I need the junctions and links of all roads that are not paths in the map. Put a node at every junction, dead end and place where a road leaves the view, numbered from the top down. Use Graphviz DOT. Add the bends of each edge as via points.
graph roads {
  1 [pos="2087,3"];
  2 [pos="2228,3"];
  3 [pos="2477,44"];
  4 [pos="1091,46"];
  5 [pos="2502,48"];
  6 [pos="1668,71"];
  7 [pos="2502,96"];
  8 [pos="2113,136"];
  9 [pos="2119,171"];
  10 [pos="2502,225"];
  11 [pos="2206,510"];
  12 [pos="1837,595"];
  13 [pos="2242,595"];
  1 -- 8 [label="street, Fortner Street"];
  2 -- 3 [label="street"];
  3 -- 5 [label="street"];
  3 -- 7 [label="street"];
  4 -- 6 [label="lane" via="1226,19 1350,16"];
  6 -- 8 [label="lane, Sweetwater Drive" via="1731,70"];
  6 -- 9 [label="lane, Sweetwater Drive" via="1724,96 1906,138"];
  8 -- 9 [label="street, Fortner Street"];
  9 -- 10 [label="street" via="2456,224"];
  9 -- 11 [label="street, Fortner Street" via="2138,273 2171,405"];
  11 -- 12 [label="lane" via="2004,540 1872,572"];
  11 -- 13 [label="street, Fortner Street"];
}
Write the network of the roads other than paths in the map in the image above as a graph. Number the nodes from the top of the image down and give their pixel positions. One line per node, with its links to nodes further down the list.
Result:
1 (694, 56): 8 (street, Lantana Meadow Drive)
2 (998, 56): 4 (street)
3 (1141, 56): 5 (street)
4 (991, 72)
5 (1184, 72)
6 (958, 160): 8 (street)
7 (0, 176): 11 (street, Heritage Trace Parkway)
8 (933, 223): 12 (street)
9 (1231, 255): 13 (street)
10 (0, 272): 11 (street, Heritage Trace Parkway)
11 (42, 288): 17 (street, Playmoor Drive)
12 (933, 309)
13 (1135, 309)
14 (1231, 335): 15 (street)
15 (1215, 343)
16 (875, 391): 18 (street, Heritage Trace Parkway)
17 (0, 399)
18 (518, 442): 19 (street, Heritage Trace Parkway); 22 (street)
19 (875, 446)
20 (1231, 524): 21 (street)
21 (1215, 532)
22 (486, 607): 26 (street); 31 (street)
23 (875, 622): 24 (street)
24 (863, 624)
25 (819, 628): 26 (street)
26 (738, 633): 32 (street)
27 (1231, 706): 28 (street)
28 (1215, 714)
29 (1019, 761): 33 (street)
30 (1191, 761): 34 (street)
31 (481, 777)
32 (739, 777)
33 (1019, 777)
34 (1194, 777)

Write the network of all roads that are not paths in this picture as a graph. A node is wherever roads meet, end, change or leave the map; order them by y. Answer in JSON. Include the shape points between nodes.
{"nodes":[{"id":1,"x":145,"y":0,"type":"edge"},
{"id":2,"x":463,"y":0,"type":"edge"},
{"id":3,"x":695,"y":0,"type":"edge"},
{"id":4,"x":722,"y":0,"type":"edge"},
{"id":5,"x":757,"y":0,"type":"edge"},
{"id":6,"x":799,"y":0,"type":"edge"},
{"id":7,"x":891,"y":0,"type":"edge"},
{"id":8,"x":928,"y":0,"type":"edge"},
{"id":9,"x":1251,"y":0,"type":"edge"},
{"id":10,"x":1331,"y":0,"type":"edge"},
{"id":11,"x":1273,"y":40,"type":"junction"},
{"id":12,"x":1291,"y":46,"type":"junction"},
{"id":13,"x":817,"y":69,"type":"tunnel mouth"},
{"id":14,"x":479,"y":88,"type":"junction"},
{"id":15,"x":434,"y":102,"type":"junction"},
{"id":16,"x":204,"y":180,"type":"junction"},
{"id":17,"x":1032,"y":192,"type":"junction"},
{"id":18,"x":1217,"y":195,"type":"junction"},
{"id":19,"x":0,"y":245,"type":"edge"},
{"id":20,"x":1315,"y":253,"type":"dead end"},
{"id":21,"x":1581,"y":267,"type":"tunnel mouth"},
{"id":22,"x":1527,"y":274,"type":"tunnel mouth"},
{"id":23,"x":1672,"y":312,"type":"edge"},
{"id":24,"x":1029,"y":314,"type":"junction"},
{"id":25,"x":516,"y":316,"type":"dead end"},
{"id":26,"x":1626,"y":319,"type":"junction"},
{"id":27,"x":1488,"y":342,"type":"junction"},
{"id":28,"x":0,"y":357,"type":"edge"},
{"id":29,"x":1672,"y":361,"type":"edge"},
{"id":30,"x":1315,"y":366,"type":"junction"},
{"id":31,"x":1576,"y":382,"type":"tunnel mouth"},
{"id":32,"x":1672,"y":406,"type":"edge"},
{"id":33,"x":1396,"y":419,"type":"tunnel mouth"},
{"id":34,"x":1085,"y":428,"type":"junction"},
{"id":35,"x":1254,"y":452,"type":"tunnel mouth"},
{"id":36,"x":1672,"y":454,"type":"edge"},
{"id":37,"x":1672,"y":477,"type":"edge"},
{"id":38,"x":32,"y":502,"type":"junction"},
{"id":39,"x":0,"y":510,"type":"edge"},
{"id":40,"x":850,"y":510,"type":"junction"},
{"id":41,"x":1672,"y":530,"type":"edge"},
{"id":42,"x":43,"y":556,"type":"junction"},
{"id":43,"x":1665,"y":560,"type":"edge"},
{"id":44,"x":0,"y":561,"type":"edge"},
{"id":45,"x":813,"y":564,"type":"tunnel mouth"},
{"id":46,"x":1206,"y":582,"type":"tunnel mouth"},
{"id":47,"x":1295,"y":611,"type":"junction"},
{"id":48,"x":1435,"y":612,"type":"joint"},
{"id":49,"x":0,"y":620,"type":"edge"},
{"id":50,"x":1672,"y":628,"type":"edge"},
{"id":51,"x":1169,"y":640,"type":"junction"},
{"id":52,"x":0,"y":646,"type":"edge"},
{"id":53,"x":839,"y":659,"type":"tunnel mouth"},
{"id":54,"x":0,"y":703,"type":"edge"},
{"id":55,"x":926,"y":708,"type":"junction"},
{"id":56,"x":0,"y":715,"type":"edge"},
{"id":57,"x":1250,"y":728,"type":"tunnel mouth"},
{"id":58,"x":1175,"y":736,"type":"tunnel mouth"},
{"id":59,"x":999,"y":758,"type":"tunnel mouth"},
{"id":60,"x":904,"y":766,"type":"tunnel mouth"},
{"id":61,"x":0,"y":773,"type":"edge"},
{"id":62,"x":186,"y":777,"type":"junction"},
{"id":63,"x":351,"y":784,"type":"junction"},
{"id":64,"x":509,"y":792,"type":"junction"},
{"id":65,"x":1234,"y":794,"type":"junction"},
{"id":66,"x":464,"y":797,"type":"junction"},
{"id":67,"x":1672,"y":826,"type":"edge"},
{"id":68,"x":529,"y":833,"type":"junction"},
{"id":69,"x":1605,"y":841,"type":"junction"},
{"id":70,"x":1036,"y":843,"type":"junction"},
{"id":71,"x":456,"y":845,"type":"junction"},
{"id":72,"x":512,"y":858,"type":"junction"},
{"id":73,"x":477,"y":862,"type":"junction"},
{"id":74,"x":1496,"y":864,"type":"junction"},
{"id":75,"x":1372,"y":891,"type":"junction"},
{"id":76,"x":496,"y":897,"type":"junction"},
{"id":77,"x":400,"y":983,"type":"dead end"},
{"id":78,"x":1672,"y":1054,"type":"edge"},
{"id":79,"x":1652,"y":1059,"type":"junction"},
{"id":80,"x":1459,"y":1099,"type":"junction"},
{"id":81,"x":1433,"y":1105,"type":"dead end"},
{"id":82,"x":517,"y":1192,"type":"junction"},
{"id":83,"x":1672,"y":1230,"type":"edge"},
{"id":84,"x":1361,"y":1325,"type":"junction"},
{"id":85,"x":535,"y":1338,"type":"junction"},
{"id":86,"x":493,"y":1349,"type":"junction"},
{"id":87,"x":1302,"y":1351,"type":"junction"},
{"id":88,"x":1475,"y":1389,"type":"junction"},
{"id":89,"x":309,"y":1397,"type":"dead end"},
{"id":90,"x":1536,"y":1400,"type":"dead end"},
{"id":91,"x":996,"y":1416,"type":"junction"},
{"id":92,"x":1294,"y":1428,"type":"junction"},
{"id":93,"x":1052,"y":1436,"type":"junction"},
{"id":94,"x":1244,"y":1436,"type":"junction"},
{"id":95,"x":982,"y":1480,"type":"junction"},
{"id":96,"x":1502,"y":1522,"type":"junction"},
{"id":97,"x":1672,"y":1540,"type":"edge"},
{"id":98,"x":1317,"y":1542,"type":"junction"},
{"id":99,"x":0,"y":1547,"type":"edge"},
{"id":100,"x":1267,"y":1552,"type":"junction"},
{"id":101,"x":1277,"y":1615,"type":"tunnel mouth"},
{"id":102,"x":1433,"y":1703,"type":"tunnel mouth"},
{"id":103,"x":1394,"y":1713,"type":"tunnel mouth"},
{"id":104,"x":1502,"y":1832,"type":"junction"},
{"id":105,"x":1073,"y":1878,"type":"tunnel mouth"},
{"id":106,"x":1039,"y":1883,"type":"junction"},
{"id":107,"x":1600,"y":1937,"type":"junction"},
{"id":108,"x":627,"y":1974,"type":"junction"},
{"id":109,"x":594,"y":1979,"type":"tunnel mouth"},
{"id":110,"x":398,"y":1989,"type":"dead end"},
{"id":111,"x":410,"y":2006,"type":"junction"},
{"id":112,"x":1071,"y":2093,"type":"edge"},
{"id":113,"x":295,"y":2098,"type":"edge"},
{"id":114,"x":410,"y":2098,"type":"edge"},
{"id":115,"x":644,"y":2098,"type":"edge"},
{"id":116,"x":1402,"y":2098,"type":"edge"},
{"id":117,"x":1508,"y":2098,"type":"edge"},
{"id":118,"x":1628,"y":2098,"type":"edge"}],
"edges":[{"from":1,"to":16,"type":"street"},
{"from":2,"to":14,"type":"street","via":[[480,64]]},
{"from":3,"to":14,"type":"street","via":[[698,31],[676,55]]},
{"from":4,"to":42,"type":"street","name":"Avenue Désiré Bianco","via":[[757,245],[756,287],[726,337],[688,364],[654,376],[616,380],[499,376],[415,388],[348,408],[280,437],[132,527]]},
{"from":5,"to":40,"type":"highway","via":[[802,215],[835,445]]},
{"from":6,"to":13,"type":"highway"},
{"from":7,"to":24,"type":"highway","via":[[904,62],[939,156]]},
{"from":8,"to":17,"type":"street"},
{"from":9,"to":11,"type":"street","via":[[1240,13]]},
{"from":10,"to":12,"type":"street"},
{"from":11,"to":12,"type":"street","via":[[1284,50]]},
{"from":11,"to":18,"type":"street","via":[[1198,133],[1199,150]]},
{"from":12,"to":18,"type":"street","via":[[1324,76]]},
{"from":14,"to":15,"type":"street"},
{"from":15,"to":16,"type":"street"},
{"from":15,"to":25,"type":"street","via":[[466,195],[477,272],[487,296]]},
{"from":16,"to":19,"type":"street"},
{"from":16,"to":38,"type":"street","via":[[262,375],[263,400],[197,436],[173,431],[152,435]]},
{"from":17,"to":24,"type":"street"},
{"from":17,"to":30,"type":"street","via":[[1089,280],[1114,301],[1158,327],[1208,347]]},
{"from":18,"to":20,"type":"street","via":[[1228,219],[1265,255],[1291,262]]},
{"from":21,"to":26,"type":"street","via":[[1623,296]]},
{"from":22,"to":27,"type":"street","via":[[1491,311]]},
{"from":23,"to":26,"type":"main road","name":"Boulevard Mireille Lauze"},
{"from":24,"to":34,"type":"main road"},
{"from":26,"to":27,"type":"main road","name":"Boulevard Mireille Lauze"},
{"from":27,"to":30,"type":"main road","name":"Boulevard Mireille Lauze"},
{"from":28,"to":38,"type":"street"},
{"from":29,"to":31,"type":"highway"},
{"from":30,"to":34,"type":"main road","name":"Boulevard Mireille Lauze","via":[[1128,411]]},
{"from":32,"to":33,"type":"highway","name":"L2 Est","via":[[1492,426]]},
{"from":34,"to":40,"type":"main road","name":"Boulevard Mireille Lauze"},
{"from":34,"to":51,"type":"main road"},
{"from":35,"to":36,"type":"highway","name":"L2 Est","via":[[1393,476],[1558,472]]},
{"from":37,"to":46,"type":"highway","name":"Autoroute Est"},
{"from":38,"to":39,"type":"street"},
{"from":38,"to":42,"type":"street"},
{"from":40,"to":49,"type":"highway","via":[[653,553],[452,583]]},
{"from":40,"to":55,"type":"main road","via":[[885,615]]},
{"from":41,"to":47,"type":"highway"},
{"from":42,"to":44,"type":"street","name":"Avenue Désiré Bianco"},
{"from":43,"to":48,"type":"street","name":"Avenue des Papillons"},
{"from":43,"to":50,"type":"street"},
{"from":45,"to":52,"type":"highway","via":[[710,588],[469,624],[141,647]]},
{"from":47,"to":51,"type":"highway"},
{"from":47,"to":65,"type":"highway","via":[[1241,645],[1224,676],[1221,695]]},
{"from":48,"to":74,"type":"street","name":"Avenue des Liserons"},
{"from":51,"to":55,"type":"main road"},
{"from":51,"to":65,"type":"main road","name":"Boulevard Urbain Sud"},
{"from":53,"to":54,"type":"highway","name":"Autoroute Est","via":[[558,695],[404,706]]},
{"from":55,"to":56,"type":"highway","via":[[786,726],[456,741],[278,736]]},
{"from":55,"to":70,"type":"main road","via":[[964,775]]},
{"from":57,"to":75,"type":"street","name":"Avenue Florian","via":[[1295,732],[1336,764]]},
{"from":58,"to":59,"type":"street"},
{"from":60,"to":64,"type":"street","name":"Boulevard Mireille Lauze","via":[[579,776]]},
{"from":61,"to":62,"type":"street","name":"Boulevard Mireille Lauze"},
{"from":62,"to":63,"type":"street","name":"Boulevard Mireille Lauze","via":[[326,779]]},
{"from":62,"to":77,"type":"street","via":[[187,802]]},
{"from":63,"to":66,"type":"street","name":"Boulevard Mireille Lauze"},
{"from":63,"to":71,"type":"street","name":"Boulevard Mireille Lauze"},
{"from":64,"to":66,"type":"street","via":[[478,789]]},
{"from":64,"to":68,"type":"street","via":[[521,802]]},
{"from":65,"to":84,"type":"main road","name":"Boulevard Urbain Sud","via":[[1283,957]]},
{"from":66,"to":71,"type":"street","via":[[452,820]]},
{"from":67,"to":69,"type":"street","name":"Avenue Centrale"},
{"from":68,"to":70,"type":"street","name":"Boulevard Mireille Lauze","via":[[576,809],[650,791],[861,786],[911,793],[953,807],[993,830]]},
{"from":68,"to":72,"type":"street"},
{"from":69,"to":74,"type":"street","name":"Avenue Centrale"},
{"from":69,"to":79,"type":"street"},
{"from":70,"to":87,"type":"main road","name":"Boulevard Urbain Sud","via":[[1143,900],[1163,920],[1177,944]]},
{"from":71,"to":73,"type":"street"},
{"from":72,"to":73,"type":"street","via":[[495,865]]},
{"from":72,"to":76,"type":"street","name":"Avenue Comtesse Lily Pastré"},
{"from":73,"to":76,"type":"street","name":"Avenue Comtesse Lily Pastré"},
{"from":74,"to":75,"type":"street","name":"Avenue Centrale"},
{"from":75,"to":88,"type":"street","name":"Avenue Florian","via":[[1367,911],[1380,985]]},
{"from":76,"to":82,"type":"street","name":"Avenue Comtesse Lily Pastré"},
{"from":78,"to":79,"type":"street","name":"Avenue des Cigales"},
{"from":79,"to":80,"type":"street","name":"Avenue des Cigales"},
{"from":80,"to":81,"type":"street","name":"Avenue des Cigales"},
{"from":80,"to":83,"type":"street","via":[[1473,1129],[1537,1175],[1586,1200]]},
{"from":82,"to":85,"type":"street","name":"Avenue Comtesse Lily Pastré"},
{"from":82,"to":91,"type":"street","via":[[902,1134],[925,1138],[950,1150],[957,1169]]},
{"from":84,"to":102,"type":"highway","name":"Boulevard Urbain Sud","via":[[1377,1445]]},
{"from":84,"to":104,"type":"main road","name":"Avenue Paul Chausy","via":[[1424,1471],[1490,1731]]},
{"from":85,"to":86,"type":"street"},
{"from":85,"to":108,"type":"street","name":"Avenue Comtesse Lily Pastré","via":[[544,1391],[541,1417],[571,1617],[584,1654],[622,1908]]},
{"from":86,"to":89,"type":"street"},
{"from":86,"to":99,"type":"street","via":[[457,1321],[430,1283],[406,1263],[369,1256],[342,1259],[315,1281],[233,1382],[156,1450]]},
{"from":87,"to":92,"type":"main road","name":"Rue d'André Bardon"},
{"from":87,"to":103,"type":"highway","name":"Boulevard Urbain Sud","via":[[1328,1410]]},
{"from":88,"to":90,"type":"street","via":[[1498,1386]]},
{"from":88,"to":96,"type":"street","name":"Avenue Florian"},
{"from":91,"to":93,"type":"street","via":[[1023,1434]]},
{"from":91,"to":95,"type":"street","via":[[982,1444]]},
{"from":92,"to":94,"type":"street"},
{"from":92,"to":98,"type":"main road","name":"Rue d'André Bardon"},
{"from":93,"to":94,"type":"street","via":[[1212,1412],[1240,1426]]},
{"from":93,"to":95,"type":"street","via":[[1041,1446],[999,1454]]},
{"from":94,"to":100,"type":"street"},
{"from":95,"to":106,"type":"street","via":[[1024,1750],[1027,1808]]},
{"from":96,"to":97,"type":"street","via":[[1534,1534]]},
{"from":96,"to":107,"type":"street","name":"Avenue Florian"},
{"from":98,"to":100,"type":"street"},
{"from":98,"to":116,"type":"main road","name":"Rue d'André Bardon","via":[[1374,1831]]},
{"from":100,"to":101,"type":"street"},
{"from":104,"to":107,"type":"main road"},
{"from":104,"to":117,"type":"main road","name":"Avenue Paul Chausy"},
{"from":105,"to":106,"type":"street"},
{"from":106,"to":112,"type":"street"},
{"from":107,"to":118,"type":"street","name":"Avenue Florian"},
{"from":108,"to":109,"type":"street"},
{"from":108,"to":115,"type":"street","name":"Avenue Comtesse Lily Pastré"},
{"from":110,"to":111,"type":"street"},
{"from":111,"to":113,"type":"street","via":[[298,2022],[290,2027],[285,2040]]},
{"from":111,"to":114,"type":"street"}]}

□ □ □

**ASSIGNMENT:**
The lines of the data, from the first through the one containing "Write the network of the", are to be transcribed exactly.

**EXERCISE RESULT:**
I need the junctions and links of all roads that are not paths in the map. Put a node at every junction, dead end and place where a road leaves the view, numbered from the top down. Use Graphviz DOT. Add the bends of each edge as via points.
graph roads {
  1 [pos="2087,3"];
  2 [pos="2228,3"];
  3 [pos="2477,44"];
  4 [pos="1091,46"];
  5 [pos="2502,48"];
  6 [pos="1668,71"];
  7 [pos="2502,96"];
  8 [pos="2113,136"];
  9 [pos="2119,171"];
  10 [pos="2502,225"];
  11 [pos="2206,510"];
  12 [pos="1837,595"];
  13 [pos="2242,595"];
  1 -- 8 [label="street, Fortner Street"];
  2 -- 3 [label="street"];
  3 -- 5 [label="street"];
  3 -- 7 [label="street"];
  4 -- 6 [label="lane" via="1226,19 1350,16"];
  6 -- 8 [label="lane, Sweetwater Drive" via="1731,70"];
  6 -- 9 [label="lane, Sweetwater Drive" via="1724,96 1906,138"];
  8 -- 9 [label="street, Fortner Street"];
  9 -- 10 [label="street" via="2456,224"];
  9 -- 11 [label="street, Fortner Street" via="2138,273 2171,405"];
  11 -- 12 [label="lane" via="2004,540 1872,572"];
  11 -- 13 [label="street, Fortner Street"];
}
Write the network of the roads other than paths in the map in the image above as a graph. Number the nodes from the top of the image down and give their pixel positions. One line per node, with its links to nodes further down the list.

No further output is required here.